** TASK DATA follows **

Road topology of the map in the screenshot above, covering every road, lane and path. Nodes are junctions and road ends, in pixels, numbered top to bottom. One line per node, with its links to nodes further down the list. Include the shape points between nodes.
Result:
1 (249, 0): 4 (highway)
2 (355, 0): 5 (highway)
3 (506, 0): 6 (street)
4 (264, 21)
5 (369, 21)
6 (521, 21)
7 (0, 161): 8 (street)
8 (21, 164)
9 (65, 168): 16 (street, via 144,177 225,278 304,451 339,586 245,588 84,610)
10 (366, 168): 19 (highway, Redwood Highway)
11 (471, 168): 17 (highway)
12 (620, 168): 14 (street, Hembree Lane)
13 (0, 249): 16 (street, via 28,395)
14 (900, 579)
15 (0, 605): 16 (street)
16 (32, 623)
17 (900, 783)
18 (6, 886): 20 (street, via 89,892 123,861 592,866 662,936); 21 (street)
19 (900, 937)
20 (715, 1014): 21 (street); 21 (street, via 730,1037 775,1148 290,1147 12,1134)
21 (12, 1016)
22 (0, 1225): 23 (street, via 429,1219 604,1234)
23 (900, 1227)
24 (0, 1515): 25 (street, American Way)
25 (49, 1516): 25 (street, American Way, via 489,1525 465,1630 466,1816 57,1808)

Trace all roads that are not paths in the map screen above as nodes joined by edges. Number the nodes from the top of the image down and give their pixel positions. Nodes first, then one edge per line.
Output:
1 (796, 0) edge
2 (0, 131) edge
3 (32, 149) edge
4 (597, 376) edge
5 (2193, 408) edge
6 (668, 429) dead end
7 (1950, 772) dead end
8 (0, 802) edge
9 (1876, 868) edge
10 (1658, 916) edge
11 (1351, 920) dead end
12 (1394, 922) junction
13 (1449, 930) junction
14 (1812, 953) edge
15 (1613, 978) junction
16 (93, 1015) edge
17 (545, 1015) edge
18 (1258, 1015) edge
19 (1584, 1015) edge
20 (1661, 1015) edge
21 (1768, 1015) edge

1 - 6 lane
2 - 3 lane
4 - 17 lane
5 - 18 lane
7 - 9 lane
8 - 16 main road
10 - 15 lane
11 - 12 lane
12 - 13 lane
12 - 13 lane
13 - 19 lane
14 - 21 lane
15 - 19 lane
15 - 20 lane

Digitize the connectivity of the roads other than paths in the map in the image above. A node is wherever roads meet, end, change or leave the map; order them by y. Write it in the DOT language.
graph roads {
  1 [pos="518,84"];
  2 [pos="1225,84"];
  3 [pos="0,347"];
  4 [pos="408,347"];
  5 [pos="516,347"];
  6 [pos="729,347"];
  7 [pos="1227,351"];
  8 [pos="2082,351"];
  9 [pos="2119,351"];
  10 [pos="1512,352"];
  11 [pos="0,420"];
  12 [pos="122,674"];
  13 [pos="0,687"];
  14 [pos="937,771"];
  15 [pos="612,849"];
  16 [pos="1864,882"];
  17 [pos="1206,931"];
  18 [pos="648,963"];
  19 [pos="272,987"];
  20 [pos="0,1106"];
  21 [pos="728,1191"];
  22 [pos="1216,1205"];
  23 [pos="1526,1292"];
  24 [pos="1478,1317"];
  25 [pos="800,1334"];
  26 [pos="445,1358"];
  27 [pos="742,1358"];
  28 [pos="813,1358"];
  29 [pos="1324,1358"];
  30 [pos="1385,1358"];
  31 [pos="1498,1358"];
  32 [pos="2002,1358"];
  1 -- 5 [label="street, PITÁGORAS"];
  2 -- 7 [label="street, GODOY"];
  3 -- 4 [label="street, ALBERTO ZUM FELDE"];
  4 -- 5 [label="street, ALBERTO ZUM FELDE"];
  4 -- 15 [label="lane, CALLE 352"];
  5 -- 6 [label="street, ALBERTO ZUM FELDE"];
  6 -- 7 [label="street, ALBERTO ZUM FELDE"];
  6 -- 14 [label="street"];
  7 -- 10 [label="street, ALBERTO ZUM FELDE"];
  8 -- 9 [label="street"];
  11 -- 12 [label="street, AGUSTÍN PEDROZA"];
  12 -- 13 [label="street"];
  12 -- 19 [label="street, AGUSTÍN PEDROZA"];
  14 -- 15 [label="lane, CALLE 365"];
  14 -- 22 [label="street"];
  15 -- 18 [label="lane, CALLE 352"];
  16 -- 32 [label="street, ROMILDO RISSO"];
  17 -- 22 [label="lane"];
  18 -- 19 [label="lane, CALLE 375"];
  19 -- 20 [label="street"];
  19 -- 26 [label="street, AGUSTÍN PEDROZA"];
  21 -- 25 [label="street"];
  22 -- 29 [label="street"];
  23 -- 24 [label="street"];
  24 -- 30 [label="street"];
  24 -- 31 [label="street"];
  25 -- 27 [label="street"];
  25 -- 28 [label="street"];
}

** End of TASK DATA **

## THE PROBLEM
The answer is the full set of records above, repeated exactly.

## OUTPUT FOR THIS TASK
Road topology of the map in the screenshot above, covering every road, lane and path. Nodes are junctions and road ends, in pixels, numbered top to bottom. One line per node, with its links to nodes further down the list. Include the shape points between nodes.
Result:
1 (249, 0): 4 (highway)
2 (355, 0): 5 (highway)
3 (506, 0): 6 (street)
4 (264, 21)
5 (369, 21)
6 (521, 21)
7 (0, 161): 8 (street)
8 (21, 164)
9 (65, 168): 16 (street, via 144,177 225,278 304,451 339,586 245,588 84,610)
10 (366, 168): 19 (highway, Redwood Highway)
11 (471, 168): 17 (highway)
12 (620, 168): 14 (street, Hembree Lane)
13 (0, 249): 16 (street, via 28,395)
14 (900, 579)
15 (0, 605): 16 (street)
16 (32, 623)
17 (900, 783)
18 (6, 886): 20 (street, via 89,892 123,861 592,866 662,936); 21 (street)
19 (900, 937)
20 (715, 1014): 21 (street); 21 (street, via 730,1037 775,1148 290,1147 12,1134)
21 (12, 1016)
22 (0, 1225): 23 (street, via 429,1219 604,1234)
23 (900, 1227)
24 (0, 1515): 25 (street, American Way)
25 (49, 1516): 25 (street, American Way, via 489,1525 465,1630 466,1816 57,1808)

Trace all roads that are not paths in the map screen above as nodes joined by edges. Number the nodes from the top of the image down and give their pixel positions. Nodes first, then one edge per line.
Output:
1 (796, 0) edge
2 (0, 131) edge
3 (32, 149) edge
4 (597, 376) edge
5 (2193, 408) edge
6 (668, 429) dead end
7 (1950, 772) dead end
8 (0, 802) edge
9 (1876, 868) edge
10 (1658, 916) edge
11 (1351, 920) dead end
12 (1394, 922) junction
13 (1449, 930) junction
14 (1812, 953) edge
15 (1613, 978) junction
16 (93, 1015) edge
17 (545, 1015) edge
18 (1258, 1015) edge
19 (1584, 1015) edge
20 (1661, 1015) edge
21 (1768, 1015) edge

1 - 6 lane
2 - 3 lane
4 - 17 lane
5 - 18 lane
7 - 9 lane
8 - 16 main road
10 - 15 lane
11 - 12 lane
12 - 13 lane
12 - 13 lane
13 - 19 lane
14 - 21 lane
15 - 19 lane
15 - 20 lane

Digitize the connectivity of the roads other than paths in the map in the image above. A node is wherever roads meet, end, change or leave the map; order them by y. Write it in the DOT language.
graph roads {
  1 [pos="518,84"];
  2 [pos="1225,84"];
  3 [pos="0,347"];
  4 [pos="408,347"];
  5 [pos="516,347"];
  6 [pos="729,347"];
  7 [pos="1227,351"];
  8 [pos="2082,351"];
  9 [pos="2119,351"];
  10 [pos="1512,352"];
  11 [pos="0,420"];
  12 [pos="122,674"];
  13 [pos="0,687"];
  14 [pos="937,771"];
  15 [pos="612,849"];
  16 [pos="1864,882"];
  17 [pos="1206,931"];
  18 [pos="648,963"];
  19 [pos="272,987"];
  20 [pos="0,1106"];
  21 [pos="728,1191"];
  22 [pos="1216,1205"];
  23 [pos="1526,1292"];
  24 [pos="1478,1317"];
  25 [pos="800,1334"];
  26 [pos="445,1358"];
  27 [pos="742,1358"];
  28 [pos="813,1358"];
  29 [pos="1324,1358"];
  30 [pos="1385,1358"];
  31 [pos="1498,1358"];
  32 [pos="2002,1358"];
  1 -- 5 [label="street, PITÁGORAS"];
  2 -- 7 [label="street, GODOY"];
  3 -- 4 [label="street, ALBERTO ZUM FELDE"];
  4 -- 5 [label="street, ALBERTO ZUM FELDE"];
  4 -- 15 [label="lane, CALLE 352"];
  5 -- 6 [label="street, ALBERTO ZUM FELDE"];
  6 -- 7 [label="street, ALBERTO ZUM FELDE"];
  6 -- 14 [label="street"];
  7 -- 10 [label="street, ALBERTO ZUM FELDE"];
  8 -- 9 [label="street"];
  11 -- 12 [label="street, AGUSTÍN PEDROZA"];
  12 -- 13 [label="street"];
  12 -- 19 [label="street, AGUSTÍN PEDROZA"];
  14 -- 15 [label="lane, CALLE 365"];
  14 -- 22 [label="street"];
  15 -- 18 [label="lane, CALLE 352"];
  16 -- 32 [label="street, ROMILDO RISSO"];
  17 -- 22 [label="lane"];
  18 -- 19 [label="lane, CALLE 375"];
  19 -- 20 [label="street"];
  19 -- 26 [label="street, AGUSTÍN PEDROZA"];
  21 -- 25 [label="street"];
  22 -- 29 [label="street"];
  23 -- 24 [label="street"];
  24 -- 30 [label="street"];
  24 -- 31 [label="street"];
  25 -- 27 [label="street"];
  25 -- 28 [label="street"];
}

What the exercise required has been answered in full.